Optional: Drink 250 milliliters (1 cup) of green tea.
Optional: Take 5 grams of EAA powder.

4 p.m. Sunday:
Drink 1 liter (4 cups) of water.
Optional: Drink 250 milliliters (1 cup) of herbal tea.
Optional: Take 5 grams of EAA powder.

7 p.m. Sunday:
Eat a small meal.
Drink 500 milliliters (2 cups) of water.

Eat normally.

Insights and experiences

This protocol seemed doable, and I was looking forward to a full-day water fast and the clarity and energy I expected it would bring to my week. I wanted to experience the benefits for myself.

One of the best aspects of my 24-hour fast was improved mental focus. I found that I was more present, was able to sustain attention and focus, and I had clear short-term memory and a positive mood. I also slept really well that night. This was not surprising to me, given many studies have reported that fasting does not negatively impact cognition or mindset, but it is great insight to know that I can tap into this mental state anytime by managing my nourishment patterns.


I was worried about training while fasting. I decided to take it easy that day and do a light resistance workout. I researched this option and discovered that the liver supplies the energy we use via gluconeogenesis, so while fasting, I knew I could train and trust that my muscles would use fatty acids directly for energy.


Staying hydrated is key. I spaced my hydration out throughout the day and mixed it up with some cucumber-infused water in the afternoon, and I alternated my tea selections. I made sure to avoid any added sugars or artificial flavors and kept everything natural, homemade and organic.

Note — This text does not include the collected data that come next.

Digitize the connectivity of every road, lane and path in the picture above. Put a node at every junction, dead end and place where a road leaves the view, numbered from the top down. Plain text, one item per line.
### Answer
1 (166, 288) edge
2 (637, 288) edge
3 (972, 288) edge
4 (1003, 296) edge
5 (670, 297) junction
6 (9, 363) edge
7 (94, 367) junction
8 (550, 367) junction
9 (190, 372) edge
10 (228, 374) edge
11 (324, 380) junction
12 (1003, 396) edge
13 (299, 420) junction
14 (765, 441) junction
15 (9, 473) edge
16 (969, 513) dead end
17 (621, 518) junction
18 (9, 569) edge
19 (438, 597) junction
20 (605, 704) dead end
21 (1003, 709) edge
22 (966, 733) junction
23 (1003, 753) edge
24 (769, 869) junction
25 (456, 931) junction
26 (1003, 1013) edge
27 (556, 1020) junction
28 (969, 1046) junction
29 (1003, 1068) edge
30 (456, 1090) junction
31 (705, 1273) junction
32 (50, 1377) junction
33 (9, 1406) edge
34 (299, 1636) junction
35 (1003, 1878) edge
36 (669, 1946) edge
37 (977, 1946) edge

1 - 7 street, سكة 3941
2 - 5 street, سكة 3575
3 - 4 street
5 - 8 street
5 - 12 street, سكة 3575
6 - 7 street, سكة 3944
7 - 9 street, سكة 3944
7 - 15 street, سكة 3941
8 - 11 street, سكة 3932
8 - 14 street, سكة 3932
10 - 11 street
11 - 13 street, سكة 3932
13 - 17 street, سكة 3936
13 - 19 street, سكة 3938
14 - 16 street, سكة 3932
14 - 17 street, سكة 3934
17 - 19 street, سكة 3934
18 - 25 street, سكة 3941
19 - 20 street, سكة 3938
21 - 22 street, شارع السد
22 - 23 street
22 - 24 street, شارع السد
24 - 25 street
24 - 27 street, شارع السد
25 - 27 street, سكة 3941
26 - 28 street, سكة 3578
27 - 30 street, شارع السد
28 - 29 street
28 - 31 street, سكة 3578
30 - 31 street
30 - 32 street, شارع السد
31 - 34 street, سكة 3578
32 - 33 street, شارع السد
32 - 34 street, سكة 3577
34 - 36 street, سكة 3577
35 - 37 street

How to break the fast was a big question for me. As my fasting period was short and only 24 hours, there was no real challenge or special protocol recommended to break the fast. I was not overly hungry, but I was looking forward to food. I didn’t want to experience feeling stuffed after a big meal, so I opted to break my fast with my favorite smoothie followed by a small salad with nuts and clean protein later for lunch.

Pay attention to how you feel. I felt great, full of energy and also empowered to own my health. If at any time during the fast you don’t feel great or you feel like you are pushing through, stop and discuss further with your health-care provider. It is normal to feel like you want to eat, but feeling faint, nauseated or unwell is unusual and a signal to stop the fast.

It is also advisable to minimize your social commitments that day but to keep busy. The social pressure to consume is impressive, so give yourself a break from those demands while you fast, but do plan on some activities—for example, spend the day in reflection, reading, planning, self-care and/or connecting to what matters to you most.

This was my protocol, so after you consult your physician, I hope you’ll try it!